Review of Lucky Break
Introduction
Here we go again… simplistic but laborious, irony-drained comedy/drama about an incompetent but charismatic criminal (played with strain by James Nesbitt) who endures his sentence, for some frankly baffling reason, by staging a musical about Admiral Nelson in order to arrange a not-so-elaborate escape with his stock quirky, peripheral sidekicks. Head Count: dapper toff Bill Nighy, his deranged pyromaniac cell-mate Raymond Waring, Nesbitt’s old partner in crime Lennie James and Timothy Spall, mumbling every sentence like he’s addressing a puppy with broken paws, as the harassed nice guy with a small kid who you just know is going to have his heart-of-gold martyred in the name of conveniently placed Act 2 pathos. Do this sorry arrangement of nice-guy crims make it over the prison walls? Or will Nesbitt’s relationship with cozy psychiatrist Olivia Williams make him think twice? Whatever the outcome I can assure you, you’ll care even less than I do.
Video
Nothing really to complain about, although I did detect a few compression signs here and there. The promise of anamorphic 2.35 belies Director Peter Cattaneo’s drably realist style, with the prison’s gray walls offering little in the way of visual fireworks.
Audio
Again, this is reasonable enough. Being a dialogue driven film there is little for the 5.1 track to do… and it does it well. It should be noted however, that the score is deliriously annoying, sounding like elevator musak played up to 11 by UB40.
Features
I really shouldn’t say this, because we need to encourage filmmakers to put care and attention into making worthwhile DVD supplements, but in this case, they really shouldn’t have bothered: tiresome, brown-nosing featurette followed by pointless ‘behind-the-scenes’ footage and equally coma-inducing interviews with primary cast and crew. Needless to say, stock comments are repeated ad nauseum throughout, which we can only assume goes for the audio commentary with Nesbitt and Cattaneo, as due to poor recording it’s almost impossible to hear anything the latter says. Topping it all off are the film’s frankly appalling trailers and some promos for other FilmFour discs and we have the perfect model of how not to do special features, even for flop movies… see, there’s a silver lining in ever cloud.
Conclusion
As with his last film ‘The Full Monty’, director Peter Cattaneo seems desperate to squeeze every drop of joy out of even the most blissfully absurd concept. The actors seem to be awaiting the day they cash their paychecks and thus treat their performances with due disinterest. And whereas one can forgive Nesbitt for stumbling in his first big-screen lead, Plummer and Spall seem positively exhausted by even the prospect of standing up on cue. The plot’s spin on ‘The Great Escape’ is amusing enough, so why does Cattaneo treat the jovial premise with such leaden bathetic desolation? For the most part, ‘Lucky Break’ seems more like a movie set on death-row than a film about cheeky-chappies dressing up in stupid costumes and longing for escape. The characters seem to possess a greater longing to be relieved of the misery of life than they do the mundanity of imprisonment.
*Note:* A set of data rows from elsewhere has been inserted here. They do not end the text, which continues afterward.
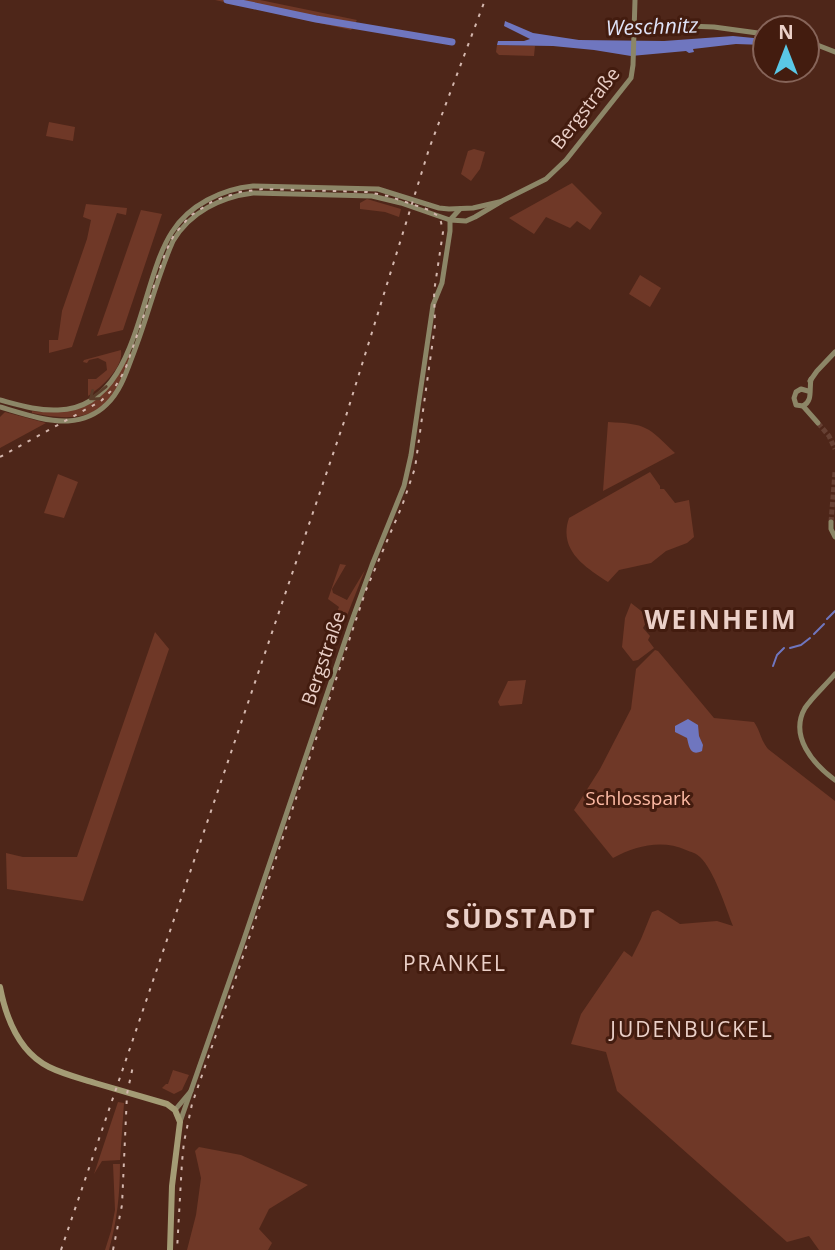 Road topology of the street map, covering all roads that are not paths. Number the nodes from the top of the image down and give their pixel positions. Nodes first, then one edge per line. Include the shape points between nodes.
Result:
1 (635, 0) edge
2 (635, 24) junction
3 (688, 26) junction
4 (647, 29) junction
5 (751, 32) edge
6 (634, 40) junction
7 (437, 207) junction
8 (484, 208) junction
9 (460, 209) junction
10 (454, 220) junction
11 (835, 352) edge
12 (806, 390) junction
13 (0, 400) edge
14 (805, 405) junction
15 (0, 407) edge
16 (818, 423) tunnel mouth
17 (831, 522) dead end
18 (835, 537) edge
19 (835, 674) edge
20 (835, 780) edge
21 (0, 987) edge
22 (186, 1100) junction
23 (167, 1104) junction
24 (175, 1110) junction
25 (180, 1122) junction
26 (170, 1250) edge

1 - 2 main road, Bergstraße
2 - 3 main road
2 - 4 main road
2 - 6 main road, Bergstraße
3 - 4 main road
3 - 5 main road
4 - 6 main road
6 - 8 main road, Bergstraße via 631,79 562,164 546,179
7 - 9 main road, Bergstraße
7 - 10 main road
7 -> 13 main road, Bergstraße via 366,188 259,186 232,190 183,218 166,241 128,351 102,391 84,403 59,410
8 - 9 main road, Bergstraße
8 - 10 main road via 475,217
9 - 10 main road
10 - 15 main road via 358,195 260,193 239,195 206,208 186,223 173,241 127,372 108,403 88,417 69,421
10 - 22 main road, Bergstraße via 442,284 432,305 406,479 351,623
11 - 12 main road
12 - 14 main road via 810,397
12 - 14 main road via 797,391 794,398 796,405
14 - 16 main road
17 - 18 main road
19 - 20 main road via 808,704 800,727 807,750
21 - 23 main road via 13,1029 36,1058 68,1075
22 - 23 main road
22 - 24 main road
22 - 25 main road, Bergstraße
23 - 24 main road
24 - 25 main road
25 - 26 main road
Even if we pass off Cattaneo`s pathological joylessness on an obsession with the dour, middle-class perception of ‘the other half’, it seems strange that a film about the very act of escapism should seem so entirely uninterested in the matter. An airless, schematic treatment of the love-story seems to suggest that even if Cattaneo tells us he’s making a bittersweet slice of escapism, he’s really making a leery, clinical film about emotions (friendship, duty, love, desire for freedom etc.) that is totally incapable of inhabiting or transmitting any of them on their own level.
While it remains slightly more focused than the ramshackle debacle he turned into Britain’s most successful ever film, this still feels like the usual har-har kitchen-sink sentimentality, only apparently filmed in the suffocating eternity of outer space. Menial, pointless and vacuum-sucked of humanity, Cattaneo can at least be assured that his film has achieved one thing: that watching it may indeed be exactly what it feels like to do time, so much so that perhaps the Home Office should consider screenings as an alternative to serving prison terms.